#### TASK BRIEF
Please count the lines in these records that contain "numbered" and give only that count.

#### DATA
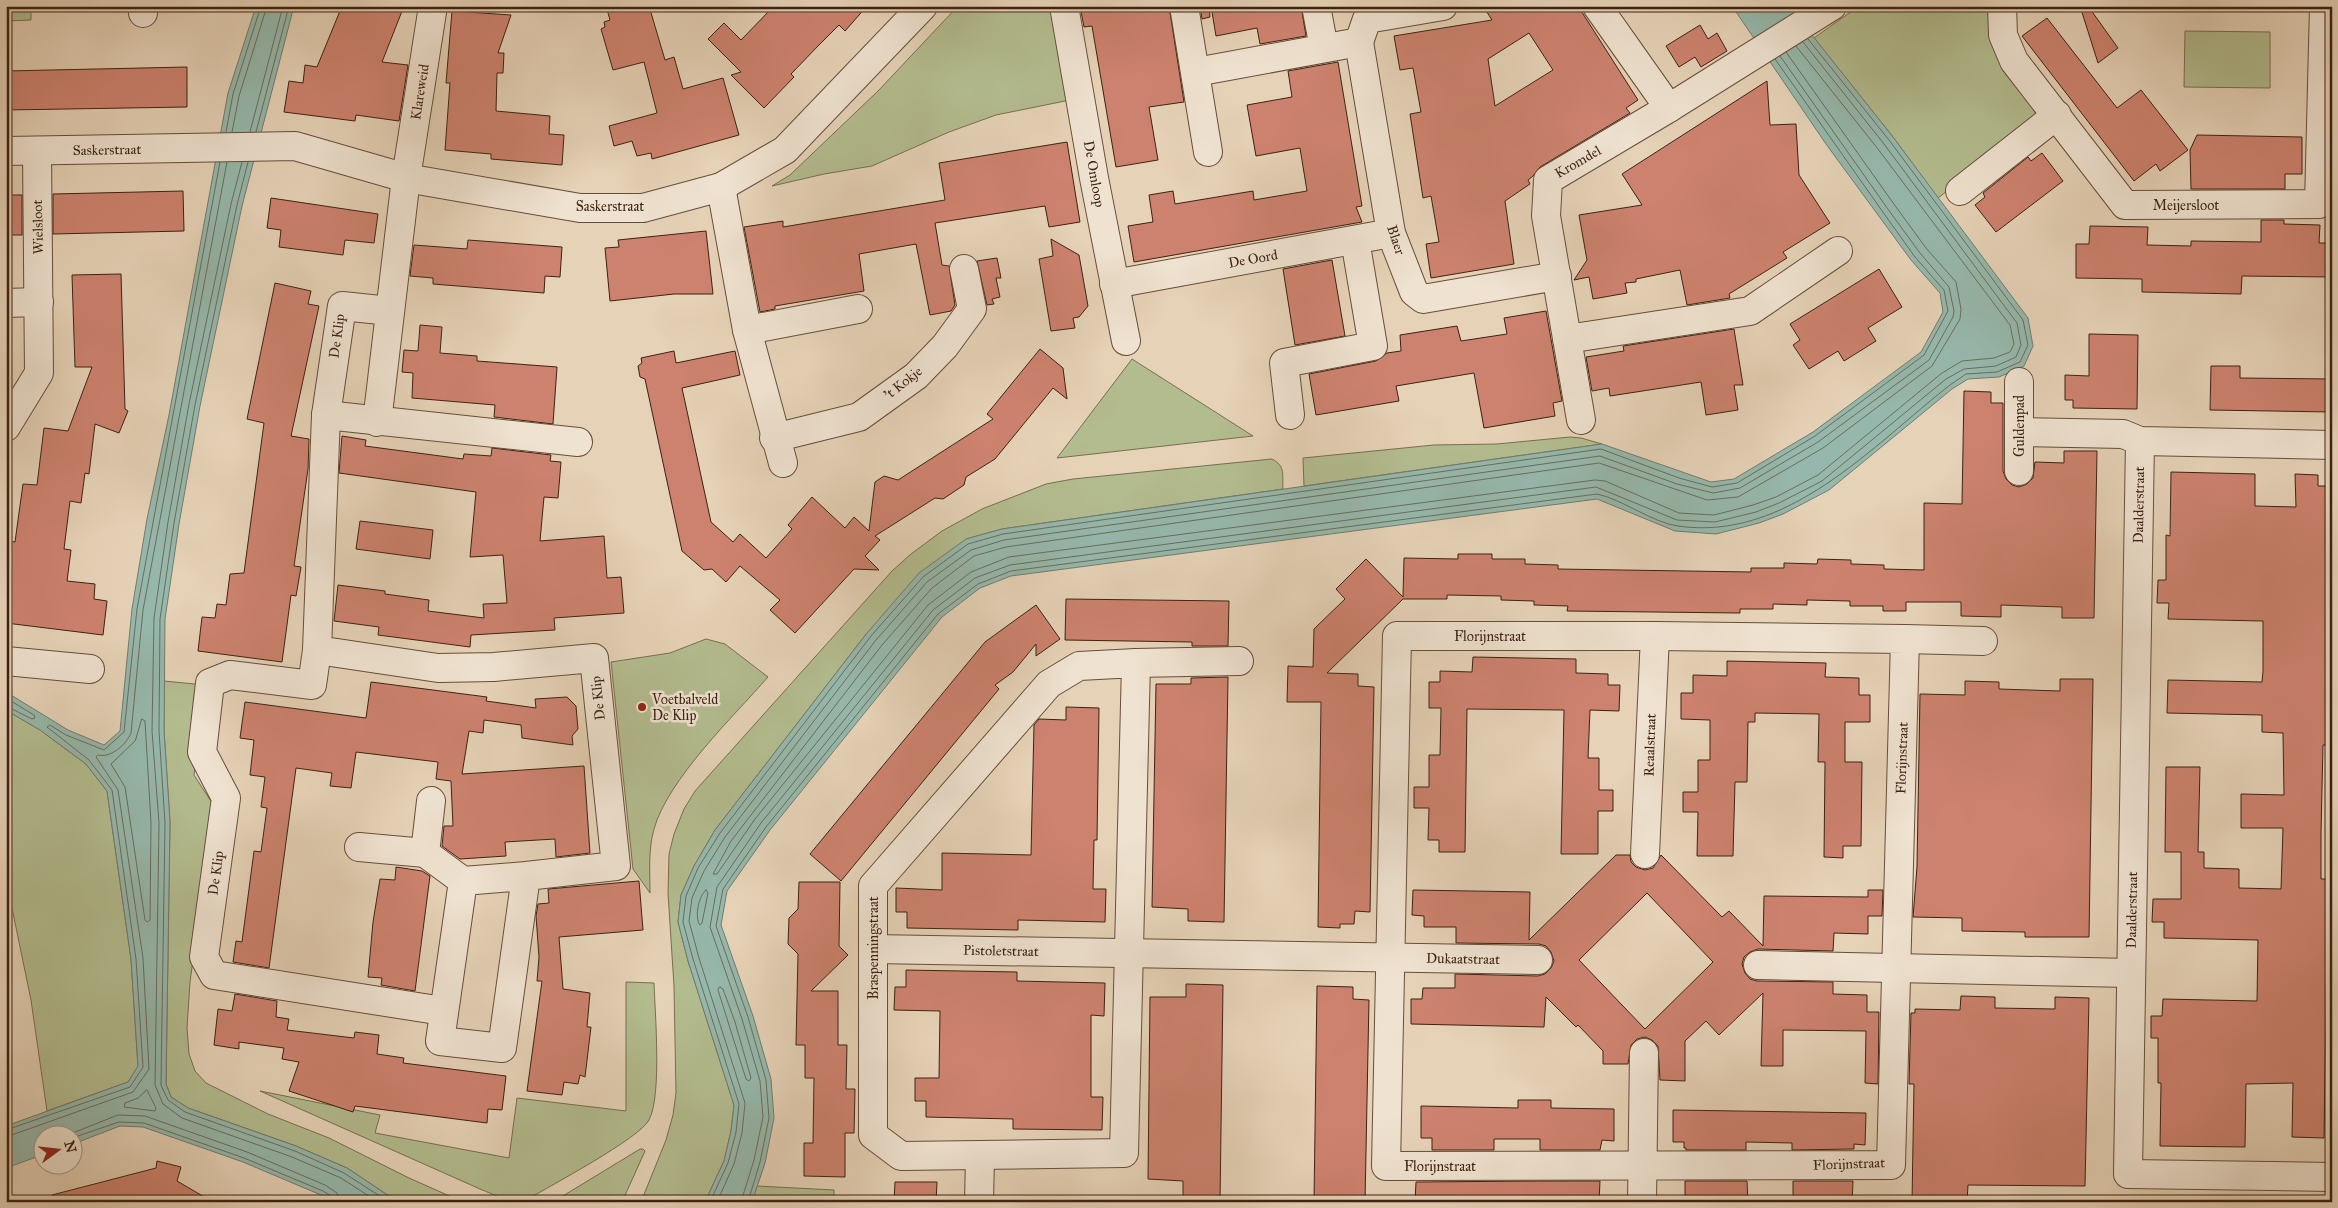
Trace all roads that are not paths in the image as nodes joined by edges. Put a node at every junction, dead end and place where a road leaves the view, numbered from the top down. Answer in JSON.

* * *

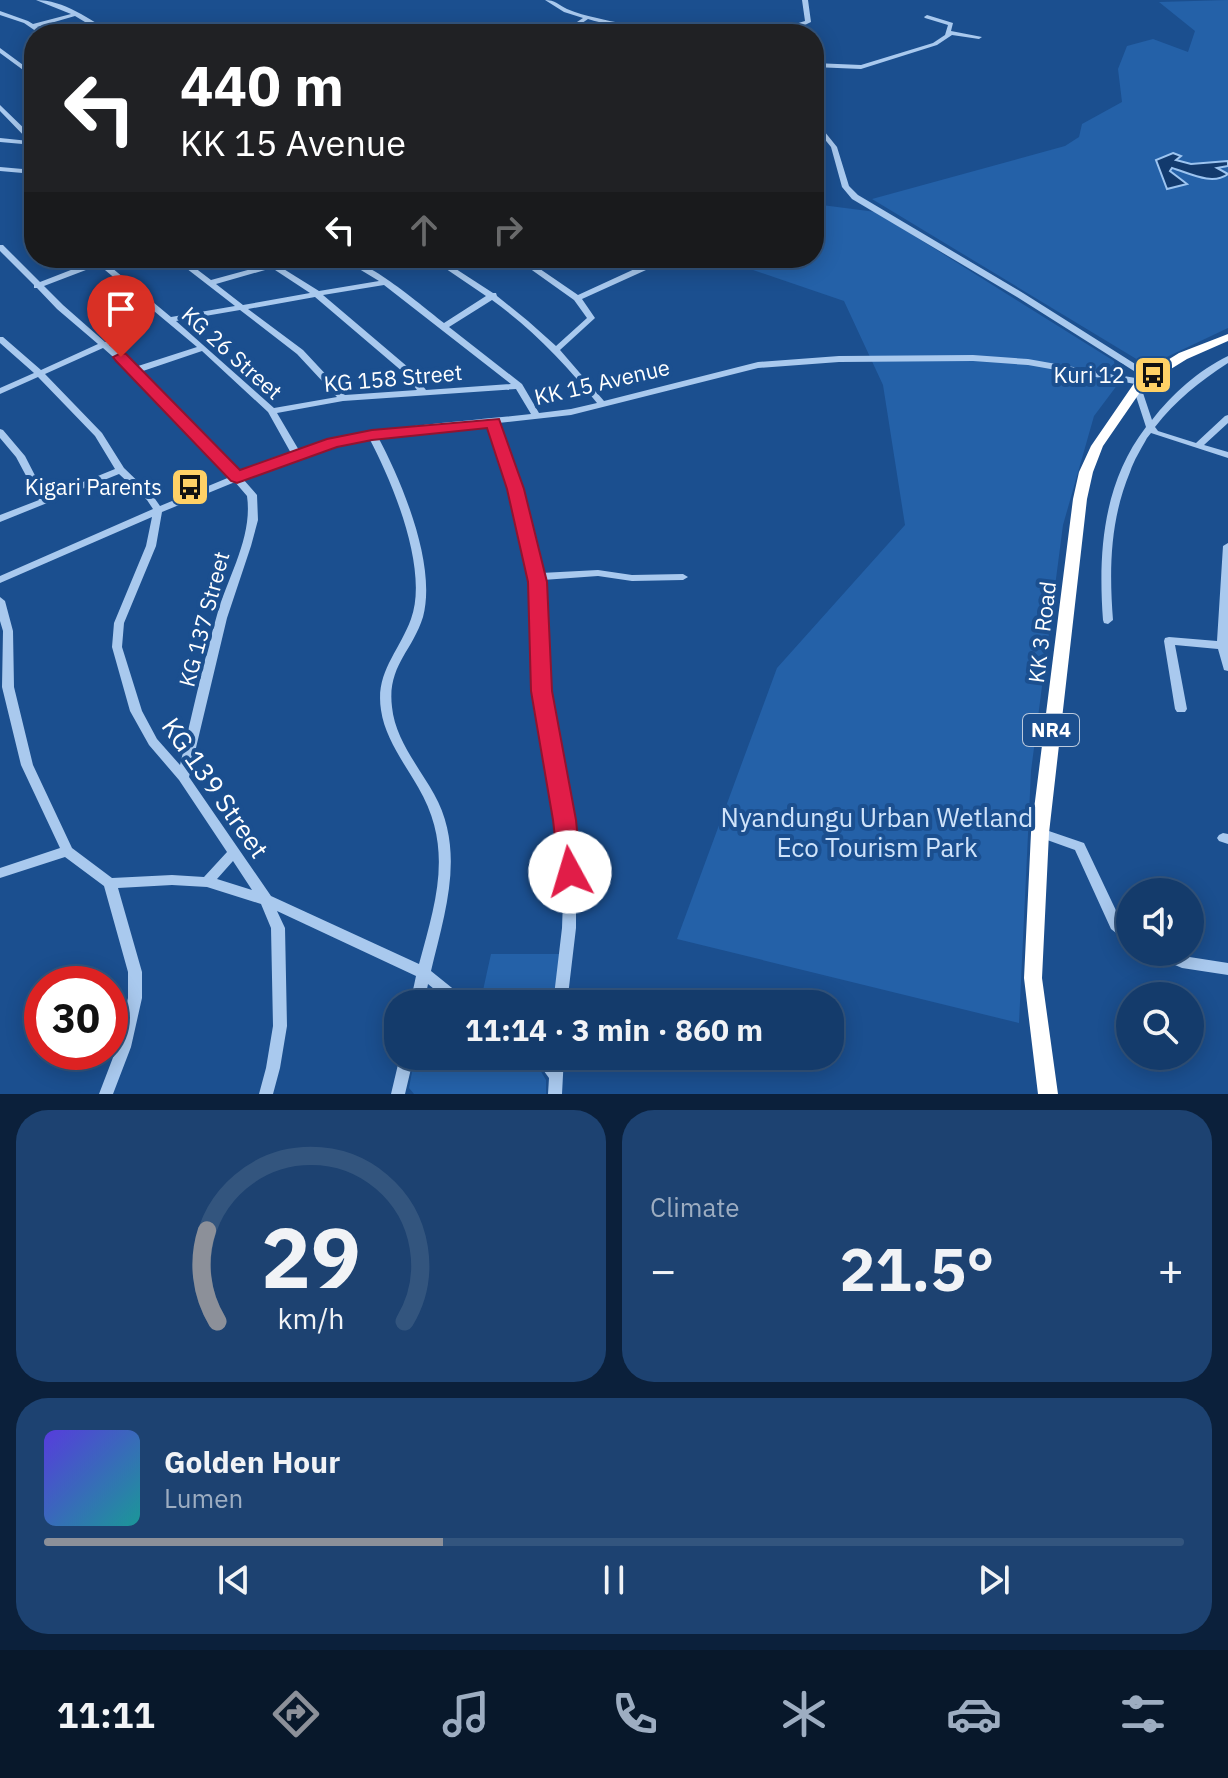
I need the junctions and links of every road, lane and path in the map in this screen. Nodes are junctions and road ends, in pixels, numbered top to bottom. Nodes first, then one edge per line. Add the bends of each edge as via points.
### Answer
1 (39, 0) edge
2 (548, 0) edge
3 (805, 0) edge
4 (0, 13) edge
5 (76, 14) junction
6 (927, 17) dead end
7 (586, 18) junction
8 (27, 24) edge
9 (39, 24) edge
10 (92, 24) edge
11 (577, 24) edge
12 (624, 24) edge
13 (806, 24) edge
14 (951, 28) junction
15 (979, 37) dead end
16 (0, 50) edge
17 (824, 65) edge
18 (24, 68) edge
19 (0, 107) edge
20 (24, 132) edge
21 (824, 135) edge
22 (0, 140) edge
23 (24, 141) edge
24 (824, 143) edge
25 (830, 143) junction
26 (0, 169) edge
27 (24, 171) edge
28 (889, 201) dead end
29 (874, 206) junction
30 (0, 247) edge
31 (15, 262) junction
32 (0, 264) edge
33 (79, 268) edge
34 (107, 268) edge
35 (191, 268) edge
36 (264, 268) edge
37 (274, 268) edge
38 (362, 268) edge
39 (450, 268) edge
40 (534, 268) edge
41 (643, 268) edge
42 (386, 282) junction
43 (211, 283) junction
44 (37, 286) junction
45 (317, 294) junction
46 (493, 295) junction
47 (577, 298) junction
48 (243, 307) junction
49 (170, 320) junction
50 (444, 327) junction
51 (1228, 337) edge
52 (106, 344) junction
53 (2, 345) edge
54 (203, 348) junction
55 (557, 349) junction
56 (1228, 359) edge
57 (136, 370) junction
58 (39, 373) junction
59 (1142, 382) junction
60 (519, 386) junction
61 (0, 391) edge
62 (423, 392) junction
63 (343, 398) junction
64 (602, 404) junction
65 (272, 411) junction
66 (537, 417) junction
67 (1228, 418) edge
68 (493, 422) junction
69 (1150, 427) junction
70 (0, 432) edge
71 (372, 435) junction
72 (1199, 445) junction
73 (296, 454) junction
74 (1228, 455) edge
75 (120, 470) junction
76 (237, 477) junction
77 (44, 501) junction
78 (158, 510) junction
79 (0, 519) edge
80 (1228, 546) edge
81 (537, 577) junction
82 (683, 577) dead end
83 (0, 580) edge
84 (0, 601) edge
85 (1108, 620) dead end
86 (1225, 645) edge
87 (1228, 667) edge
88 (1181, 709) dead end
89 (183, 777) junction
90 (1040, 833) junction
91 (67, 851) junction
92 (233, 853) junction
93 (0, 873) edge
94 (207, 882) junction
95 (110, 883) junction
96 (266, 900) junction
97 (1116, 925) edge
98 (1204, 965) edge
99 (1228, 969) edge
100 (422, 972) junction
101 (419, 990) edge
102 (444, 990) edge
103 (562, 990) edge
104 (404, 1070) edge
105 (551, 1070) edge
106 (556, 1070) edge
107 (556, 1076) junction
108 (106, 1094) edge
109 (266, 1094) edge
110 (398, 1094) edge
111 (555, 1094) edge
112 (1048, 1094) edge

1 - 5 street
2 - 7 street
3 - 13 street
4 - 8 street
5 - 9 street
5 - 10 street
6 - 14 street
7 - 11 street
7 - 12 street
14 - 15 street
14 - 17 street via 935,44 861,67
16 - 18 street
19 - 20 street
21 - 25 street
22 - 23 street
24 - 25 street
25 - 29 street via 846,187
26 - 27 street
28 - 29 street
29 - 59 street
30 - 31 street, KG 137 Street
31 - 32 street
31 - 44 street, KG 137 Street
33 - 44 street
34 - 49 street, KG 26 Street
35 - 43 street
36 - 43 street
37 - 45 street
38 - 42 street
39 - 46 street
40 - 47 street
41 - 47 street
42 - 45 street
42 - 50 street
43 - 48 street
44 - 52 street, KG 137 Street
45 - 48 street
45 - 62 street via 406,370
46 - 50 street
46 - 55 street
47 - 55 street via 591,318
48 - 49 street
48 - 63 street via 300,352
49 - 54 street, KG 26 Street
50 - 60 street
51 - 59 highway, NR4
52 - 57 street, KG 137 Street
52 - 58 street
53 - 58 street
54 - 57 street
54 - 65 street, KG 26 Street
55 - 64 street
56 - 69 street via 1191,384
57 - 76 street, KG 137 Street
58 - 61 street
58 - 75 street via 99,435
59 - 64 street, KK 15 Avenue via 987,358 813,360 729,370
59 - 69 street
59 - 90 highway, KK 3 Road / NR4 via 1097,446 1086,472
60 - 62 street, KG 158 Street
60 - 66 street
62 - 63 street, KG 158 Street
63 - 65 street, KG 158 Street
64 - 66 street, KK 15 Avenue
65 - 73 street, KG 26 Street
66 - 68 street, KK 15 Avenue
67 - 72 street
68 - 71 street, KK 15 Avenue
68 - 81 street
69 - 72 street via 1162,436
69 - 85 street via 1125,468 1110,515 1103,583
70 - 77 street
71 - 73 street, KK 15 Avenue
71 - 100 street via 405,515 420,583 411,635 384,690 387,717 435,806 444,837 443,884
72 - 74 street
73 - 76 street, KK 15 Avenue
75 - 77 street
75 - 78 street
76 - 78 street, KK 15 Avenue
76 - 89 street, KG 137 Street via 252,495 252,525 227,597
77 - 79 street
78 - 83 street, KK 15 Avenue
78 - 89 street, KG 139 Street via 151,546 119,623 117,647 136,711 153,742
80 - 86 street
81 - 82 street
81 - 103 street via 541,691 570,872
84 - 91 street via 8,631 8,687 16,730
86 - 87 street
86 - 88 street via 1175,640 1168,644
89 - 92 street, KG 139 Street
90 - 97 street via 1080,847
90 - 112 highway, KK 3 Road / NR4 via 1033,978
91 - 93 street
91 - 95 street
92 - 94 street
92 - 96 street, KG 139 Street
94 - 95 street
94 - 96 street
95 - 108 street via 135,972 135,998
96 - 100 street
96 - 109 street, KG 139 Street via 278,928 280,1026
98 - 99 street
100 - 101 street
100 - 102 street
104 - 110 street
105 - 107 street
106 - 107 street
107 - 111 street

#### RESULT OF THIS EXERCISE
2